Tuesday, June 30, 2009

My 5 Books

In a recent post, there was a link to C. Orthodoxy for a summary of bibliobloggers who responded with the 5 books that had most influenced their reading of the Bible. Here is my list as promised. Today, I'll give you the list, but in a later series of posts, I want to provide a brief comment about each book/author selected. So here goes (with no attempt to rank order):
  1. The Gospel According to Paul by A. M. Hunter
  2. A Theology of the New Testament by George Eldon Ladd
  3. Unity and Diversity in the New Testament by James D. G. Dunn
  4. A Marginal Jew by John P. Meier and The Historical Figure of Jesus by E. P. Sanders
  5. The Heart of Christianity by Marcus Borg
OK, so there are six, but I have a good reason. And I'm sure I can come up with it before long.

1 comment:

Bill G said...

I'll give it a try, John. I'm pretty confident that if I do this again in 3 months the list would be different in some respects, but here goes.

1. Dietrich Bonhoeffer, The Cost of Discipleship. This was one of the books that got me started reading in this area. The Sermon on the Mount is hard enough, but Bonhoeffer manages to make it even harder - not necessarily to understand, but to live up to. Knowing his story and that he was killed by the Nazis just before the end of WWII puts his writings into a real context.
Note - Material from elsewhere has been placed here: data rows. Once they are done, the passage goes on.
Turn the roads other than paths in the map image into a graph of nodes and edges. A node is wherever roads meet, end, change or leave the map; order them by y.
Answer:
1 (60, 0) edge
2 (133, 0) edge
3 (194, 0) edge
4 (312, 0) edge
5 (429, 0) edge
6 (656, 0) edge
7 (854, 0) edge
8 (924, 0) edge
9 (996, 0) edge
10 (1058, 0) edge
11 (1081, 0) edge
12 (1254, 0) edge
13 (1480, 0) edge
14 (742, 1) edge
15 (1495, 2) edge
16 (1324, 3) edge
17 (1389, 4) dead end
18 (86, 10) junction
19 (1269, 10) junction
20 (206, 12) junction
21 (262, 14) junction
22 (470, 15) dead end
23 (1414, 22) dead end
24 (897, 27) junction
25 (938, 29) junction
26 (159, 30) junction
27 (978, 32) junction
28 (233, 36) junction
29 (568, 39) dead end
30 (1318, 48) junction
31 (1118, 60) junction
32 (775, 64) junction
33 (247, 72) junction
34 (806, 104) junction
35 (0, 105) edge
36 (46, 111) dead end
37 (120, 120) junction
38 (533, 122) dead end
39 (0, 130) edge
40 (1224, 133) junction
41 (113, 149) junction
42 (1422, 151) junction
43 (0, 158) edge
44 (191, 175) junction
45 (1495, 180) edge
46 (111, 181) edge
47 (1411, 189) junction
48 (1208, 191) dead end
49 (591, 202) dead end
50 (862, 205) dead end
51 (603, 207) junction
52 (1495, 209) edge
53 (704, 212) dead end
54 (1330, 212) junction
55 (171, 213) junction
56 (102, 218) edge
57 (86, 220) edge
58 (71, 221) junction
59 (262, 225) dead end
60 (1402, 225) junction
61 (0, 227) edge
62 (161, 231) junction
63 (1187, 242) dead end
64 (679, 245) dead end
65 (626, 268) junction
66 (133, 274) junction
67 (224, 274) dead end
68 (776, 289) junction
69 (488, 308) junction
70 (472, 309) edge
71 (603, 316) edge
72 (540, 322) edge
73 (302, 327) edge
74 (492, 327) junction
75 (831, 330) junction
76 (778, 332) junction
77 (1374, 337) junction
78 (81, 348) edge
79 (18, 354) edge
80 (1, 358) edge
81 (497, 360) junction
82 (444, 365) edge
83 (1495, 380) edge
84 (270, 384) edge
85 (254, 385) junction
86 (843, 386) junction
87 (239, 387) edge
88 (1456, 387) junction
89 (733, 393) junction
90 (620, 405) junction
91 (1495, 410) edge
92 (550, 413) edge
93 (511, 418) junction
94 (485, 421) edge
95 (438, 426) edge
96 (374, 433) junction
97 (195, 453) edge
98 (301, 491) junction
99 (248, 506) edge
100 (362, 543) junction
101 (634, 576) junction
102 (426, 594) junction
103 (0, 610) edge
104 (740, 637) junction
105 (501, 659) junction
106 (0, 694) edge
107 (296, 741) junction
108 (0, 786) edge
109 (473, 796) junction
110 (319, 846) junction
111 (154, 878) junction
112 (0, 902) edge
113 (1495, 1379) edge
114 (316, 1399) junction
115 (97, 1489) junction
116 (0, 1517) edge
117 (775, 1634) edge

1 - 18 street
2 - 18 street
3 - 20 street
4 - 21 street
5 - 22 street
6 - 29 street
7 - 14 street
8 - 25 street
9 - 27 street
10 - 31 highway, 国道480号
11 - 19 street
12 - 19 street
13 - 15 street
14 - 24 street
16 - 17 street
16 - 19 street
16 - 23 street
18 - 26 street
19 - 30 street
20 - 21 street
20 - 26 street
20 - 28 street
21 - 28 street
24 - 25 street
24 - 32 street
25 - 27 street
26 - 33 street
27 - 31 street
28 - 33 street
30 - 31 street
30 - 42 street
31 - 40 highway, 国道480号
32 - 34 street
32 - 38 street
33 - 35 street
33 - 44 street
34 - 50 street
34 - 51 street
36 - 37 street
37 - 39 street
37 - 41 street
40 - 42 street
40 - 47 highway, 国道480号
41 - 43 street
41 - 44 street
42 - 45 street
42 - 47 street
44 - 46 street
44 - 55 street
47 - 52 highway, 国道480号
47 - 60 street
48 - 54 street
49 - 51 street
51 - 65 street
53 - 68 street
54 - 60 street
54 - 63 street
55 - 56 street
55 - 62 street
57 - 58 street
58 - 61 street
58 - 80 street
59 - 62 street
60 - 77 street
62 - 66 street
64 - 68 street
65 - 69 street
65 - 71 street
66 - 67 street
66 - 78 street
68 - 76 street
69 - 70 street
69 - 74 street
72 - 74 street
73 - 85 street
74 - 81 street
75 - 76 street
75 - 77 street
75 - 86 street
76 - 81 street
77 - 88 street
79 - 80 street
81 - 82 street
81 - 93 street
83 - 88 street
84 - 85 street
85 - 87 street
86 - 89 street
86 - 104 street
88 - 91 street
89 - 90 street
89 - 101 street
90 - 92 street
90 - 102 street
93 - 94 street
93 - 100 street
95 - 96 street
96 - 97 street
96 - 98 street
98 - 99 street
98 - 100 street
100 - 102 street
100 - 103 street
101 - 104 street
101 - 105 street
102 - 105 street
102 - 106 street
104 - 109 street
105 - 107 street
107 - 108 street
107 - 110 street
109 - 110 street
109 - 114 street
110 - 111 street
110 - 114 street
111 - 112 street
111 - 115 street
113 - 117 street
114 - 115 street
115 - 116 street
2. Marcus Borg, The Heart of Christianity. He helps put things that are sometimes confusing when you start thinking about them into a context that helps you approach Christianity in the 21st Century.

3. Nahum M. Sarna, Understanding Genesis: The World of the Bible in the Light of History. This was recommended to me by a good friend and helped me come to grips with the realization that it's really hard work to figure out what was said and for what situation - but the hard work is important if we are going to take the Bible seriously. Who would've thought that some books of the Bible are like a last-minute term paper - scraped together from a bunch of different sources to tell a single story (or maybe more than one story).

4. John A. Buehrens, Understanding the Bible: An Introduction for Skeptics, Seekers and Religious Liberals. This is a survey of the Bible (or maybe a survey-lite) that explains the many ways to read different types of scripture and what to look for when ecking out meaning. It probably won't be seen in any seminary bookstores but it sure was helpful for this lay person.

5. Gary Graf, And God Said, "Play Ball!" Amusing and Thought-Provoking Parallels between the Bible and Baseball. The Bible is one of the sources that helps me try to live a Christian life. Baseball is life. The book just seems natural.

I'll also throw in a sixth book because it's so different from the others. The Collected Sermons of William Sloane Coffin: The Riverside Years is two volumes that take his sermons in chronological order. I include this set because his sermons take the scripture we struggle to put into historical context, and literary context and all the other critical modes and gives them current life. A lot of collected sermon books could do this, but his theology speaks to me, so there is number six.